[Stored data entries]
※ ※ ※

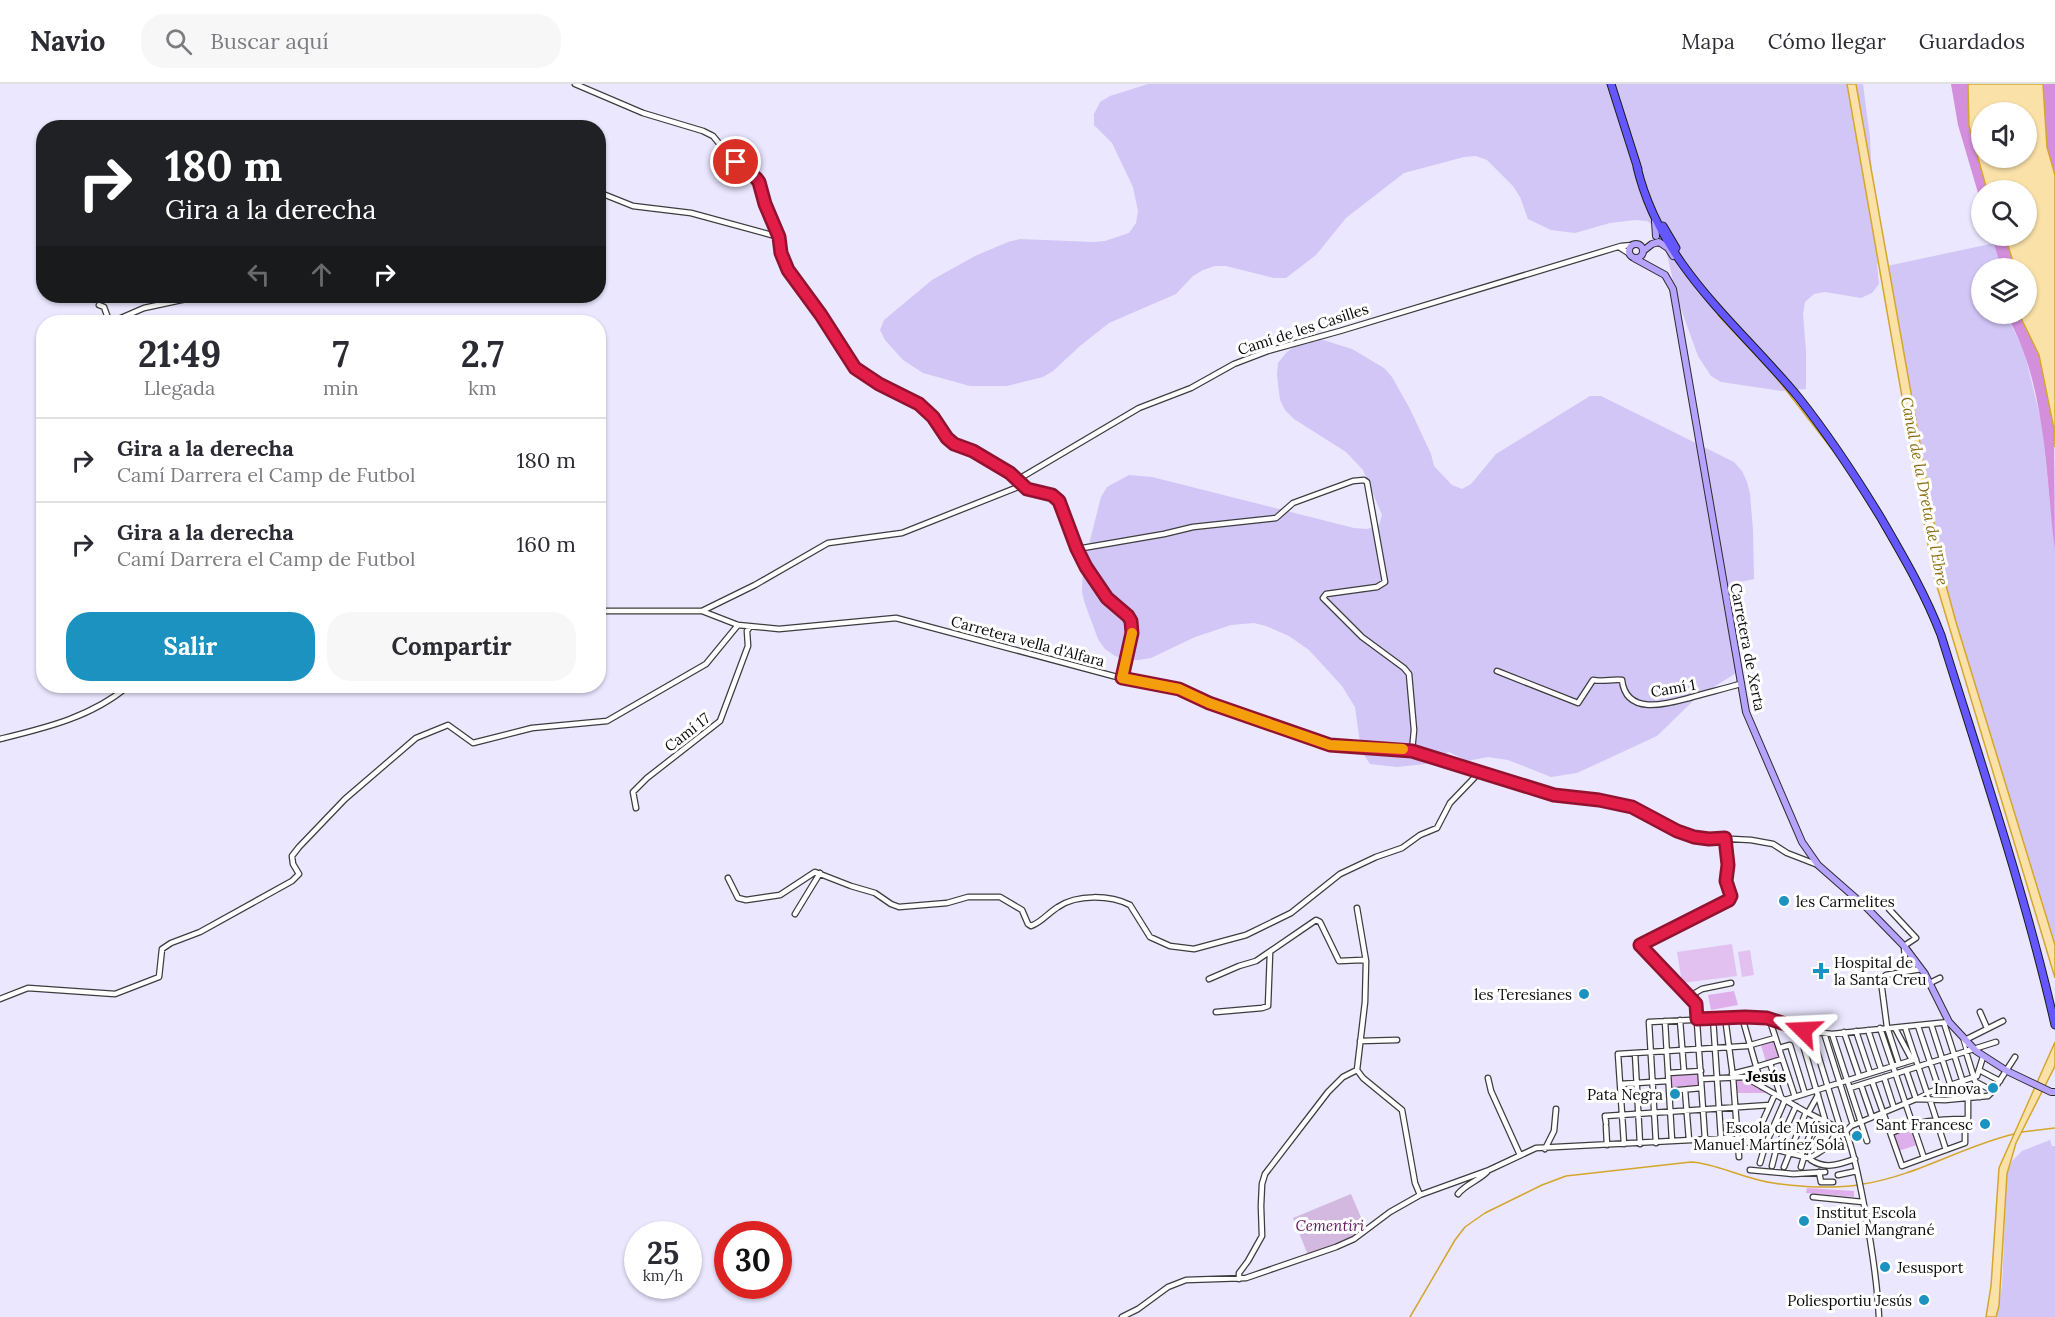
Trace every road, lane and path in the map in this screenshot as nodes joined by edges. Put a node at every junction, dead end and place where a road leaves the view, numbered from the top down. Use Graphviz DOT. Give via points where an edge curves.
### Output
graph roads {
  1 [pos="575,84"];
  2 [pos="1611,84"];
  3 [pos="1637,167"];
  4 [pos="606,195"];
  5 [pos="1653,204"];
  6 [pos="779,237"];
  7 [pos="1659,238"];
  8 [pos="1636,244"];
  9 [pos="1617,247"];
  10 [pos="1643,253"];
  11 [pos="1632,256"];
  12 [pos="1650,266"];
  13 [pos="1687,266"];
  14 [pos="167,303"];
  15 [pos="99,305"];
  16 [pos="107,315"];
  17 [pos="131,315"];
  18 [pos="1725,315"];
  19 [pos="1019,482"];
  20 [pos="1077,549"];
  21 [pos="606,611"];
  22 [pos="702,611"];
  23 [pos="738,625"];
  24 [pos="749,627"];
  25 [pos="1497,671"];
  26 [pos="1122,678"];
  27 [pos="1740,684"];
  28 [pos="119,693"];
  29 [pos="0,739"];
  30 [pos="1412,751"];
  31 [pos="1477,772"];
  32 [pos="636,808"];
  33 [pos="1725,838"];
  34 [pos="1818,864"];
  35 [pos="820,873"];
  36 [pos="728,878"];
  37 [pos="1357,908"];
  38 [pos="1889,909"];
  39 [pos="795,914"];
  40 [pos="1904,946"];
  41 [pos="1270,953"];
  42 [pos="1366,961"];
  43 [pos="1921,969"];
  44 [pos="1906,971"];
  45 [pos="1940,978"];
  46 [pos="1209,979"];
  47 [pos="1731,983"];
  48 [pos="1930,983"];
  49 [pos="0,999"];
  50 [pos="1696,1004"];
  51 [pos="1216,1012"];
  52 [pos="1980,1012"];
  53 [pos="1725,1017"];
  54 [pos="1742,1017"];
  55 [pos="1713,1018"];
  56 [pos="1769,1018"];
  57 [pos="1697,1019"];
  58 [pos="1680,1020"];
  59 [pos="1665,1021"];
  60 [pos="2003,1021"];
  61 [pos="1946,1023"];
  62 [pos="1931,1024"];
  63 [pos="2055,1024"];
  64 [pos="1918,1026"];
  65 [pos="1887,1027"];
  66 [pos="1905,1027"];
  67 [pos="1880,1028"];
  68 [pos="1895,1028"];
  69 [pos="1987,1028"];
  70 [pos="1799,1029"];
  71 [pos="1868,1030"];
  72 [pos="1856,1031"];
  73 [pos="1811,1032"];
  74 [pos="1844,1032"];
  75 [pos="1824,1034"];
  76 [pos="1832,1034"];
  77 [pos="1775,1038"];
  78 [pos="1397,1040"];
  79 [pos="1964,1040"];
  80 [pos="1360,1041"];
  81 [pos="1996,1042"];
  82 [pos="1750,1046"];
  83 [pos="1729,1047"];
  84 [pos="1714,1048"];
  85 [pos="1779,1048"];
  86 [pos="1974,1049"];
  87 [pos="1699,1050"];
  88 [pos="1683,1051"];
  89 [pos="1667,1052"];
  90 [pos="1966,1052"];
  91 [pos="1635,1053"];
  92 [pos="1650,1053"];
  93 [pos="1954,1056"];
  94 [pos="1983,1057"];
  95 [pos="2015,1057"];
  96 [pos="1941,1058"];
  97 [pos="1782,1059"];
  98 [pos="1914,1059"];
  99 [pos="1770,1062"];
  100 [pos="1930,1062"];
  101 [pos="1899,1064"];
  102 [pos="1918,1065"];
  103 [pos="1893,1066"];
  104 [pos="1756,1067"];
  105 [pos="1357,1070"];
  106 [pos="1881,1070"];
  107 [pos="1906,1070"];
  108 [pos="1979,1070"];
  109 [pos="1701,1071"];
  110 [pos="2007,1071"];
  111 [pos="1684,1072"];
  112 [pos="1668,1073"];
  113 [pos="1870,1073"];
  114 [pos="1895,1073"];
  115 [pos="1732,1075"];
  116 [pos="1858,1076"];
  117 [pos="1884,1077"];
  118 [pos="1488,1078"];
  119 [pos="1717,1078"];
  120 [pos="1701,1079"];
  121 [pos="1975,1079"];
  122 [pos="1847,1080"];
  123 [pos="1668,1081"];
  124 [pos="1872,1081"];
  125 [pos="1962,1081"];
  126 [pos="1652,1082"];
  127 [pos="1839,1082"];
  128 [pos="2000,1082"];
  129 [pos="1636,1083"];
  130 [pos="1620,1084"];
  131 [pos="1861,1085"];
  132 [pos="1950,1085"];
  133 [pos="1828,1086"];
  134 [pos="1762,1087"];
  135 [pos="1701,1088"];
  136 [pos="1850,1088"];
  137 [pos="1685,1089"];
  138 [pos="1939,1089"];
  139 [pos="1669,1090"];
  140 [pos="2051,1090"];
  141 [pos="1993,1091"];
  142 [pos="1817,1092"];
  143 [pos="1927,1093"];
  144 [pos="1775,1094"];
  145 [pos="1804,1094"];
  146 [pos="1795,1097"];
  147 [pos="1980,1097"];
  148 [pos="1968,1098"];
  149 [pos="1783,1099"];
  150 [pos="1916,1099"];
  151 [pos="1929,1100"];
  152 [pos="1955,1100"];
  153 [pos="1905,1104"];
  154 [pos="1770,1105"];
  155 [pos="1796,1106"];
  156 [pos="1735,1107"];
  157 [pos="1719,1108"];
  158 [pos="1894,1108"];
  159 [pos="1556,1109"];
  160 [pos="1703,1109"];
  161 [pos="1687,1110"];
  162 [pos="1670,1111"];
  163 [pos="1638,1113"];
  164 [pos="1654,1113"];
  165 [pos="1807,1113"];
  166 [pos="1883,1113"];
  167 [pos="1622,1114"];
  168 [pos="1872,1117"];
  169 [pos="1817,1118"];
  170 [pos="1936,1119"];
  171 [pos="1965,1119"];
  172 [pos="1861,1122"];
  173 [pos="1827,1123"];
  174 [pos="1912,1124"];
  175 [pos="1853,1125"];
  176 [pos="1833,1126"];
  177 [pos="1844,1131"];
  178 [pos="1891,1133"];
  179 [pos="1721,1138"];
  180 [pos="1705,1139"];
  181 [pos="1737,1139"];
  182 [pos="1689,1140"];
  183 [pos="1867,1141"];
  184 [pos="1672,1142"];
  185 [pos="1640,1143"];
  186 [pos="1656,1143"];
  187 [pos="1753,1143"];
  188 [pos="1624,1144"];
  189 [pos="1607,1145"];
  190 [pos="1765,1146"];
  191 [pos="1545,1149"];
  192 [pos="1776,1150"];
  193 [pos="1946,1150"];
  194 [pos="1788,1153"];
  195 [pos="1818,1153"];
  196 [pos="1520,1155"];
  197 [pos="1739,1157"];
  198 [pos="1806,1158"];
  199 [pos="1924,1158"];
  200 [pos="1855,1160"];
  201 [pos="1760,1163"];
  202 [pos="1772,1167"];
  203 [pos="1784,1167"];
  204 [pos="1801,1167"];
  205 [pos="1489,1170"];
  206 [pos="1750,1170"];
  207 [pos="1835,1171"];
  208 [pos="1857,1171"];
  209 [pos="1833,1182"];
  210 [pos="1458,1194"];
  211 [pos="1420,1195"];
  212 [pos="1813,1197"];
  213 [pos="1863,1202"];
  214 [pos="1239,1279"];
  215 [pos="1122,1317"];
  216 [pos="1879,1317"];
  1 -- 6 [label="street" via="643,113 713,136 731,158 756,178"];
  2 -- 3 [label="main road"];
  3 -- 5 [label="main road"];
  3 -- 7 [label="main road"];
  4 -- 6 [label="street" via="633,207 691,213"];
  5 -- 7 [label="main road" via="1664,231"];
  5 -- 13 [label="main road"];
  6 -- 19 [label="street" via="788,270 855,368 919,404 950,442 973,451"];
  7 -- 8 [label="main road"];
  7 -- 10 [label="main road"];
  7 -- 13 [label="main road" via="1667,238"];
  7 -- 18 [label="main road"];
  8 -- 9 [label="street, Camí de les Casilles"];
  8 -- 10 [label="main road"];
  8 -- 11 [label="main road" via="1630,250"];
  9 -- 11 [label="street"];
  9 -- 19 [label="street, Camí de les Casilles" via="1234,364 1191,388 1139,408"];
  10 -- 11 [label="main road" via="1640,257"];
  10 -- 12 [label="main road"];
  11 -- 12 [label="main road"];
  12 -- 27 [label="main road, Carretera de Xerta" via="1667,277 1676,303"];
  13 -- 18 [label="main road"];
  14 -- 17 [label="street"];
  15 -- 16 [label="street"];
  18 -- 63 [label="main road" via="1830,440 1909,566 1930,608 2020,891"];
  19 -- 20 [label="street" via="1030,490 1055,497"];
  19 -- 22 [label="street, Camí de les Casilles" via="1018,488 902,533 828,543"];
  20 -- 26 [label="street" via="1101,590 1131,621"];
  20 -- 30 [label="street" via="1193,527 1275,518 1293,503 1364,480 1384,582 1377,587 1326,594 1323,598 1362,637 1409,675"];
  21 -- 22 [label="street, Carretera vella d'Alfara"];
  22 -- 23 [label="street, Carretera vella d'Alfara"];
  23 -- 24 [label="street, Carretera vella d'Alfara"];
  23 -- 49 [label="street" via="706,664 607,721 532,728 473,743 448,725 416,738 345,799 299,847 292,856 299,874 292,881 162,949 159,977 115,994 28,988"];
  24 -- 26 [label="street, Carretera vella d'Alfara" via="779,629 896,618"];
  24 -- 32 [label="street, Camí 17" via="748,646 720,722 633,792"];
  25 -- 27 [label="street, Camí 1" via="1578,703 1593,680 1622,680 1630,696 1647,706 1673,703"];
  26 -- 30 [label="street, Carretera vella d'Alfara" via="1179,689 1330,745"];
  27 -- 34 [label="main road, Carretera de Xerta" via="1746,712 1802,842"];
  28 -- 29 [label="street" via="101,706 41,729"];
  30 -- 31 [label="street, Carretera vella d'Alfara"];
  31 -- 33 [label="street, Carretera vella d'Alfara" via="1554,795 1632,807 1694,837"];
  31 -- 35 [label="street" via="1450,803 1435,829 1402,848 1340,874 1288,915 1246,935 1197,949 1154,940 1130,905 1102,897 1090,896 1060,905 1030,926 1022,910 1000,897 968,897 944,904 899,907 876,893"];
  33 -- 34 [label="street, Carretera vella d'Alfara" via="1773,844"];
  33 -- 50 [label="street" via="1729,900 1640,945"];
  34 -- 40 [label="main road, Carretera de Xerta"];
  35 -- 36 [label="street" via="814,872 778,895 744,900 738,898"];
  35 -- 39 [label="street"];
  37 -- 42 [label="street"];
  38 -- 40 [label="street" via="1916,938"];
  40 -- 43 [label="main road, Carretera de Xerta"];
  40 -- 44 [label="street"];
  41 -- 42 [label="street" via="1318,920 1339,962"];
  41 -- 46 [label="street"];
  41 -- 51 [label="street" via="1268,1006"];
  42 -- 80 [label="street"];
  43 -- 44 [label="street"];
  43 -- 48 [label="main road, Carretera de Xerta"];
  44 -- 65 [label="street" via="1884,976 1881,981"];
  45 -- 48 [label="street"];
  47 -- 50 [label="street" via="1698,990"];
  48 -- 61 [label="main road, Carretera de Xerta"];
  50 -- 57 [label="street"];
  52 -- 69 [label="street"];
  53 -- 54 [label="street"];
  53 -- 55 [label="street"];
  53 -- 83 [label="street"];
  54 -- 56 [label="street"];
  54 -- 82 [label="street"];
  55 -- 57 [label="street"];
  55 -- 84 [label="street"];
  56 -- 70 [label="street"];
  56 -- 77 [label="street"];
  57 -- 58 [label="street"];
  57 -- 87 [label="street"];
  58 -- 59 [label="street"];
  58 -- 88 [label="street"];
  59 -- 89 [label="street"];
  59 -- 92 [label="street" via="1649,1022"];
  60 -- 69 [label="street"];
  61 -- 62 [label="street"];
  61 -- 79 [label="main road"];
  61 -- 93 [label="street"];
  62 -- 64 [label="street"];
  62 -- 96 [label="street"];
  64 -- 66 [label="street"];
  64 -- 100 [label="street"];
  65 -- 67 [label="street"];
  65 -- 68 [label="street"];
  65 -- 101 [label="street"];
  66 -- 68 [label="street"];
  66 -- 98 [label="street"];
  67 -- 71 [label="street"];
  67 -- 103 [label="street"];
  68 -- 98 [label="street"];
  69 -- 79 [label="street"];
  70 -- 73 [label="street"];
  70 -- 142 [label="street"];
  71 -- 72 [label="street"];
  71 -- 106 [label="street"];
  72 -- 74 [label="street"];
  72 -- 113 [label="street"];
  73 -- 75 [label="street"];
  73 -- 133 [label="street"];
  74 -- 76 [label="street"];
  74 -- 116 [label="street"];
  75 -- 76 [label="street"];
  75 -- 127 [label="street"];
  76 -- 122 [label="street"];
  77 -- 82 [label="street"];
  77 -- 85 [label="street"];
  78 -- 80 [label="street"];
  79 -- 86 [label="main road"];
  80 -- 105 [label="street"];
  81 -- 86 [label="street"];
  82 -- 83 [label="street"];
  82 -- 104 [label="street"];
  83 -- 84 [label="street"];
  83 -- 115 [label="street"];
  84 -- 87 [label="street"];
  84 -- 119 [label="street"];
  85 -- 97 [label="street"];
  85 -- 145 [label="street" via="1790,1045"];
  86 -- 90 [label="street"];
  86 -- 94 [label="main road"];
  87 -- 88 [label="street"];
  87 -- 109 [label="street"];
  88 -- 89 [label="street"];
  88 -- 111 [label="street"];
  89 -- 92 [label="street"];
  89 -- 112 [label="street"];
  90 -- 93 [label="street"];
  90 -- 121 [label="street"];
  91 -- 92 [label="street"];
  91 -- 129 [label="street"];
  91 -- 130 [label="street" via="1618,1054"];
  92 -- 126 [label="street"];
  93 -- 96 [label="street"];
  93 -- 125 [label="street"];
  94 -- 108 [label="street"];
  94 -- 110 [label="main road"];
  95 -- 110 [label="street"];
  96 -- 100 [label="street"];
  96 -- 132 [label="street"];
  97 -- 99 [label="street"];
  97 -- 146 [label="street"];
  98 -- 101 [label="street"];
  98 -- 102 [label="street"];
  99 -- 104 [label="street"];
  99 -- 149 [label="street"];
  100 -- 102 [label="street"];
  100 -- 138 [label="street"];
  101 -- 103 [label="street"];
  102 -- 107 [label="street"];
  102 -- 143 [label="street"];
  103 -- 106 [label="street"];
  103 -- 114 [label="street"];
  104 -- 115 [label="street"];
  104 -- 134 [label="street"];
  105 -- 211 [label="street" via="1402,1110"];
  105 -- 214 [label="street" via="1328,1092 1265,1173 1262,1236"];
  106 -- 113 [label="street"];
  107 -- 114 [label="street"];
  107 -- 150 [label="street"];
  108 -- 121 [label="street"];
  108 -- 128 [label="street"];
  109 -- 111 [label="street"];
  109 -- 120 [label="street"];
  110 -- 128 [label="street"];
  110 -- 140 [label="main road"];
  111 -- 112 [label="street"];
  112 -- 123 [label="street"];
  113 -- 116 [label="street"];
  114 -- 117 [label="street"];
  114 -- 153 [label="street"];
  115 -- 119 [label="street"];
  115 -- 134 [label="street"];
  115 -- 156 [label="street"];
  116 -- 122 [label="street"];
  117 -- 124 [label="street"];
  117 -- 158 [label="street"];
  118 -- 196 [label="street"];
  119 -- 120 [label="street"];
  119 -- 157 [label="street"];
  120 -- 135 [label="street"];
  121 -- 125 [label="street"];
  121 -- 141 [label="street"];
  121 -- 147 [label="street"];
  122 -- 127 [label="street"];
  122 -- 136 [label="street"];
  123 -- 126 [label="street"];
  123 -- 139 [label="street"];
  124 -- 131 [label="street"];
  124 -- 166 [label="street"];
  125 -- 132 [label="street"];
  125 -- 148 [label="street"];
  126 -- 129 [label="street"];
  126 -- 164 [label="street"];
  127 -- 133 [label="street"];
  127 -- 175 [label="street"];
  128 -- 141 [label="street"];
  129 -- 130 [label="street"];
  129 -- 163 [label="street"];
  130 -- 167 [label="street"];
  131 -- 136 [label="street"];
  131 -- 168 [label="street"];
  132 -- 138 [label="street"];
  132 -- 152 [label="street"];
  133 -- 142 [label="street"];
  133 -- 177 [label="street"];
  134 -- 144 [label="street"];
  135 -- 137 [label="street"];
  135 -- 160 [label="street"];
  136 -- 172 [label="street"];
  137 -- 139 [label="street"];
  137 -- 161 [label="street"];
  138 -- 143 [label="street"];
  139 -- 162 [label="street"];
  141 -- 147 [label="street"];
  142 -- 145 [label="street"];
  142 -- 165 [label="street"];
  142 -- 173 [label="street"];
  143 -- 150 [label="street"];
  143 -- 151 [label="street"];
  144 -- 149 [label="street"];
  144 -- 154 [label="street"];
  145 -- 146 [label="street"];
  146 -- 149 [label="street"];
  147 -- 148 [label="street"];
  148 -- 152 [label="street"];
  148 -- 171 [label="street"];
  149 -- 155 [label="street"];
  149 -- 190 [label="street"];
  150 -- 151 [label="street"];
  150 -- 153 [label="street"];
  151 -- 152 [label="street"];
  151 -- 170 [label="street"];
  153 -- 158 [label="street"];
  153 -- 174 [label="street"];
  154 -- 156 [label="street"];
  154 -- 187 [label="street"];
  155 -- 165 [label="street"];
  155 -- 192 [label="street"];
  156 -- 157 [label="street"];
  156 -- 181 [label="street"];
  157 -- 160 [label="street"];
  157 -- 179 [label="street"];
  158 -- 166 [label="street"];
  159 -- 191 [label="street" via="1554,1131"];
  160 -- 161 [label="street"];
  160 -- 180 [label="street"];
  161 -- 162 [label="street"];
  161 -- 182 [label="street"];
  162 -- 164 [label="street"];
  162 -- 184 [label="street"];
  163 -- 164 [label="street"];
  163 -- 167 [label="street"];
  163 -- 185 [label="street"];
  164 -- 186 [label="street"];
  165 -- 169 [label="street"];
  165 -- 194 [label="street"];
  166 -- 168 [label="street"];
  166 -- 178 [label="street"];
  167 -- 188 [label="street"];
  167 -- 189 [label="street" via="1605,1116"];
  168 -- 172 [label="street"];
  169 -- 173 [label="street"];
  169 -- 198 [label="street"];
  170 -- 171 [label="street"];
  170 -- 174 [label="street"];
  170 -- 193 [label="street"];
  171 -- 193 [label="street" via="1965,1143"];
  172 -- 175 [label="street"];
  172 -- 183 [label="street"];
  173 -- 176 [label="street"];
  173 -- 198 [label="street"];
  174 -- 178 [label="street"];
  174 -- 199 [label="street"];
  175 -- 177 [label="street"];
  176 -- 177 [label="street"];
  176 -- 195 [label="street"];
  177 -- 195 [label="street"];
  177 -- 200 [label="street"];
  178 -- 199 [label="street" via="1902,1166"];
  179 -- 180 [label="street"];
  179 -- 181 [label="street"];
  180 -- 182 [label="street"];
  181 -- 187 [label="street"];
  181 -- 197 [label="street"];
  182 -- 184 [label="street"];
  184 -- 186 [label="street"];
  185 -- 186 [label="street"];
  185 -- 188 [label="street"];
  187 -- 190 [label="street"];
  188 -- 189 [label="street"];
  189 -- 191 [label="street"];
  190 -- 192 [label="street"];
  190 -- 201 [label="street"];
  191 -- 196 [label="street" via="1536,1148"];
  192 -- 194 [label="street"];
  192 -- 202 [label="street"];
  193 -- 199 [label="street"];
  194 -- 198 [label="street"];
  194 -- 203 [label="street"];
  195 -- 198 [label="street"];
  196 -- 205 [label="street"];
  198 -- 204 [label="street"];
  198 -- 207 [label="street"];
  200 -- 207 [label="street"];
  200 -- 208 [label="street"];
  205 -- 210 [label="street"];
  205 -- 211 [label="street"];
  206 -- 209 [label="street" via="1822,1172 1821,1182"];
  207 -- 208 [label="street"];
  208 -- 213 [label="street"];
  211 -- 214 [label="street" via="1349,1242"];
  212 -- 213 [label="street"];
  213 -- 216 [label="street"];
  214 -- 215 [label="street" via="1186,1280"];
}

※ ※ ※

◆ **What is expected**: Could you filter the entries above for lines holding the string "Casilles" and copy them?

◆ **Response**:
  8 -- 9 [label="street, Camí de les Casilles"];
  9 -- 19 [label="street, Camí de les Casilles" via="1234,364 1191,388 1139,408"];
  19 -- 22 [label="street, Camí de les Casilles" via="1018,488 902,533 828,543"];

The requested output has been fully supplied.